Stay way from food that contains (Peanut hulls, corn, soy, wheat) You need all natural dog food that has natural ingredients

Here's few brands that are low-calories & allergic free for your pooch 
Natural Balance Sweet Potato & Bison
Natural Balance Lamb Meal & Brown Rice
Natural Balance Sweet Potato & Venison
Natural Balance Sweet Potato & Chicken
Natural Balance Sweet Potato & Fish
Natural Balance Potato & Duck
California Natural Lamb Meal & Rice
California Natural Chicken Meal & Rice
California Natural Low Fat Rice & Lamb Meal
California Natural Low Fat Rice & Chicken Meal
California Natural Herring & Sweet Potato
Pinnacle Holistic Trout & Sweet Potato Dog Food
Pinnacle Duck & Potato Dry Dog Food
Wysong Allergen Lamb & Brown Rice
Wellness Core Reduced Fat

Also to read more about food I suggest you go here 
Ingredients to avoid


----------



## BentletheYentle (Oct 6, 2008)

I would definitely cut back on the amount you are feeding. My 60lb dog eats 2 cups a day (Wellness Core Reduced Fat). Most of the guidelines I've seen on the bags recommend way too much food. It sounds like this a dog that just LOVES food...she will probably act like she's starving no matter what. Try adding veggies to her food to fill her up without adding too many calories. Use baby carrots for treats instead of store bought biscuits. Most dogs really like the crunch of carrots. My dogs also love blueberries as treats.


----------



## brandiw (Jan 20, 2010)

BentletheYentle said:


> I would definitely cut back on the amount you are feeding. My 60lb dog eats 2 cups a day (Wellness Core Reduced Fat). Most of the guidelines I've seen on the bags recommend way too much food. It sounds like this a dog that just LOVES food...she will probably act like she's starving no matter what. Try adding veggies to her food to fill her up without adding too many calories. Use baby carrots for treats instead of store bought biscuits. Most dogs really like the crunch of carrots. My dogs also love blueberries as treats.
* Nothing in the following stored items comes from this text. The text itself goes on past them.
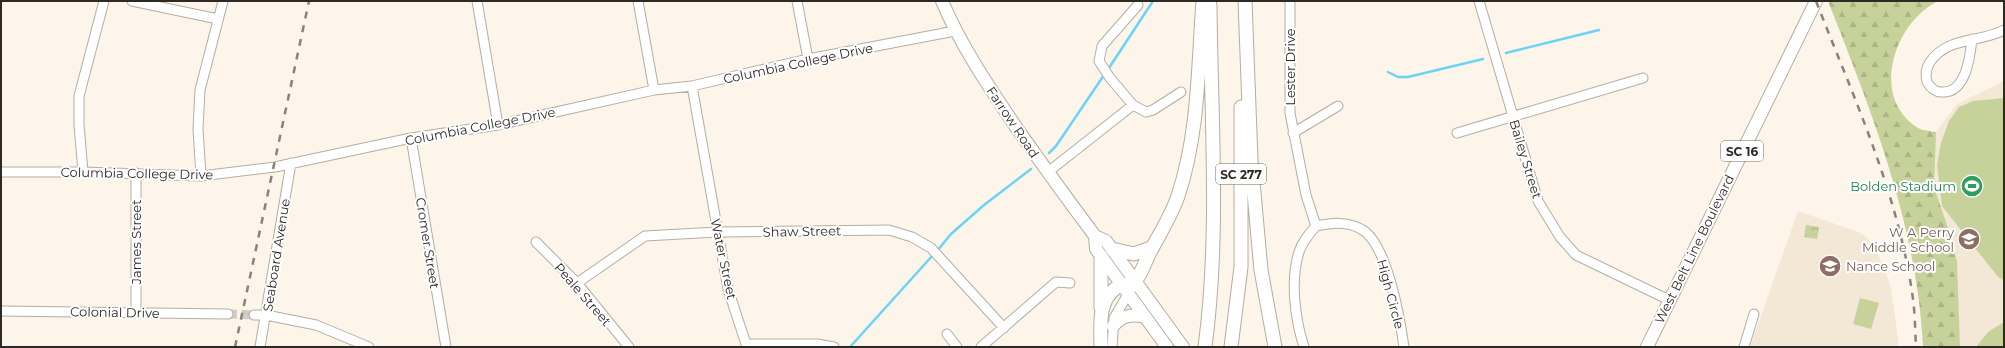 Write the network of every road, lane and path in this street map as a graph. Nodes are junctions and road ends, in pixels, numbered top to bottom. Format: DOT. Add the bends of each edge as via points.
graph roads {
  1 [pos="104,1"];
  2 [pos="132,1"];
  3 [pos="223,1"];
  4 [pos="477,1"];
  5 [pos="638,1"];
  6 [pos="797,1"];
  7 [pos="942,1"];
  8 [pos="1203,1"];
  9 [pos="1210,1"];
  10 [pos="1240,1"];
  11 [pos="1245,1"];
  12 [pos="1290,1"];
  13 [pos="1816,1"];
  14 [pos="1482,2"];
  15 [pos="1138,5"];
  16 [pos="218,19"];
  17 [pos="2004,30"];
  18 [pos="955,31"];
  19 [pos="1972,39"];
  20 [pos="808,59"];
  21 [pos="1643,78"];
  22 [pos="692,86"];
  23 [pos="654,90"];
  24 [pos="1181,92"];
  25 [pos="1132,105"];
  26 [pos="1338,106"];
  27 [pos="1513,117"];
  28 [pos="498,125"];
  29 [pos="1293,132"];
  30 [pos="1457,133"];
  31 [pos="411,138"];
  32 [pos="291,163"];
  33 [pos="1,172"];
  34 [pos="84,172"];
  35 [pos="1048,172"];
  36 [pos="136,173"];
  37 [pos="201,176"];
  38 [pos="1316,226"];
  39 [pos="717,232"];
  40 [pos="1095,236"];
  41 [pos="536,242"];
  42 [pos="1153,246"];
  43 [pos="1112,249"];
  44 [pos="1102,258"];
  45 [pos="1135,280"];
  46 [pos="1070,283"];
  47 [pos="577,284"];
  48 [pos="1125,290"];
  49 [pos="1668,300"];
  50 [pos="1,311"];
  51 [pos="136,312"];
  52 [pos="228,314"];
  53 [pos="1754,314"];
  54 [pos="254,315"];
  55 [pos="266,315"];
  56 [pos="1145,317"];
  57 [pos="1100,319"];
  58 [pos="1113,326"];
  59 [pos="1004,328"];
  60 [pos="947,334"];
  61 [pos="746,345"];
  62 [pos="625,346"];
  63 [pos="260,347"];
  64 [pos="369,347"];
  65 [pos="446,347"];
  66 [pos="834,347"];
  67 [pos="957,347"];
  68 [pos="981,347"];
  69 [pos="1101,347"];
  70 [pos="1112,347"];
  71 [pos="1167,347"];
  72 [pos="1183,347"];
  73 [pos="1205,347"];
  74 [pos="1231,347"];
  75 [pos="1275,347"];
  76 [pos="1304,347"];
  77 [pos="1404,347"];
  78 [pos="1647,347"];
  79 [pos="1744,347"];
  1 -- 34 [label="street" via="79,96"];
  2 -- 16 [label="street"];
  3 -- 16 [label="street"];
  4 -- 28 [label="street"];
  5 -- 23 [label="street"];
  6 -- 20 [label="street"];
  7 -- 18 [label="main road, Farrow Road"];
  8 -- 42 [label="highway" via="1195,123 1190,152 1178,197"];
  9 -- 73 [label="highway, SC 277" via="1214,247"];
  10 -- 74 [label="highway, SC 277" via="1241,267"];
  11 -- 75 [label="highway" via="1255,207 1261,270"];
  12 -- 29 [label="street, Lester Drive" via="1290,113"];
  13 -- 49 [label="main road, West Belt Line Boulevard / SC 16"];
  14 -- 27 [label="street, Bailey Street"];
  15 -- 25 [label="street" via="1102,46 1099,61"];
  16 -- 37 [label="street" via="200,90 198,129"];
  17 -- 19 [label="street"];
  18 -- 20 [label="street, Columbia College Drive"];
  18 -- 35 [label="main road, Farrow Road" via="994,95"];
  19 -- 19 [label="street" via="1951,45 1932,59 1926,72 1927,81 1932,88 1947,91 1960,82 1970,57"];
  20 -- 22 [label="street, Columbia College Drive"];
  21 -- 27 [label="street"];
  22 -- 23 [label="street, Columbia College Drive"];
  22 -- 39 [label="street, Water Street"];
  23 -- 28 [label="street, Columbia College Drive"];
  24 -- 25 [label="street" via="1146,112"];
  25 -- 35 [label="street"];
  26 -- 29 [label="street"];
  27 -- 30 [label="street"];
  27 -- 49 [label="street, Bailey Street" via="1538,200 1560,237 1576,255"];
  28 -- 31 [label="street, Columbia College Drive"];
  29 -- 38 [label="street, Lester Drive" via="1306,195"];
  31 -- 32 [label="street, Columbia College Drive"];
  31 -- 65 [label="street, Cromer Street"];
  32 -- 37 [label="street, Columbia College Drive"];
  32 -- 55 [label="street, Seaboard Avenue"];
  33 -- 34 [label="street, Columbia College Drive"];
  34 -- 36 [label="street, Columbia College Drive"];
  35 -- 40 [label="main road, Farrow Road"];
  36 -- 37 [label="street, Columbia College Drive"];
  36 -- 51 [label="street, James Street"];
  38 -- 76 [label="street" via="1307,236 1296,265 1295,292 1299,331"];
  38 -- 77 [label="street, High Circle" via="1343,222 1361,229 1370,236 1383,259 1396,302"];
  39 -- 47 [label="street, Shaw Street" via="645,236"];
  39 -- 59 [label="street, Shaw Street" via="889,230 912,237 931,248"];
  39 -- 61 [label="street, Water Street" via="728,289"];
  40 -- 43 [label="main road, Farrow Road" via="1106,241"];
  40 -- 44 [label="main road, Farrow Road" via="1096,249"];
  41 -- 47 [label="street, Peale Street"];
  42 -- 43 [label="highway" via="1134,254"];
  42 -- 45 [label="highway"];
  43 -- 45 [label="main road, Farrow Road"];
  44 -- 48 [label="main road, Farrow Road"];
  44 -- 57 [label="highway"];
  45 -- 48 [label="highway"];
  45 -- 72 [label="main road, Farrow Road"];
  46 -- 59 [label="street" via="1056,282"];
  47 -- 62 [label="street, Peale Street"];
  48 -- 56 [label="main road, Farrow Road"];
  48 -- 57 [label="highway" via="1116,288 1108,296"];
  48 -- 58 [label="street"];
  49 -- 78 [label="main road, West Belt Line Boulevard / SC 16"];
  50 -- 51 [label="street, Colonial Drive"];
  51 -- 52 [label="street, Colonial Drive"];
  53 -- 79 [label="street"];
  54 -- 55 [label="street"];
  55 -- 63 [label="street, Seaboard Avenue"];
  55 -- 64 [label="street" via="316,325"];
  56 -- 58 [label="main road" via="1125,316"];
  56 -- 71 [label="main road, Farrow Road"];
  57 -- 69 [label="highway"];
  58 -- 70 [label="street"];
  59 -- 68 [label="street"];
  60 -- 67 [label="street"];
  61 -- 66 [label="street, Water Street" via="817,344"];
}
You're right, she does love to eat! She will also steal food off of counters and garbage cans, so we are super careful about keeping everything put up. My vet also recommended adding green beans to her food to help fill her up. I will definitely try. I will have to try the carrots; thanks for the tip! I guess I will cut back on her food, she just already acts like we starve her and I've been reluctant to cut her back.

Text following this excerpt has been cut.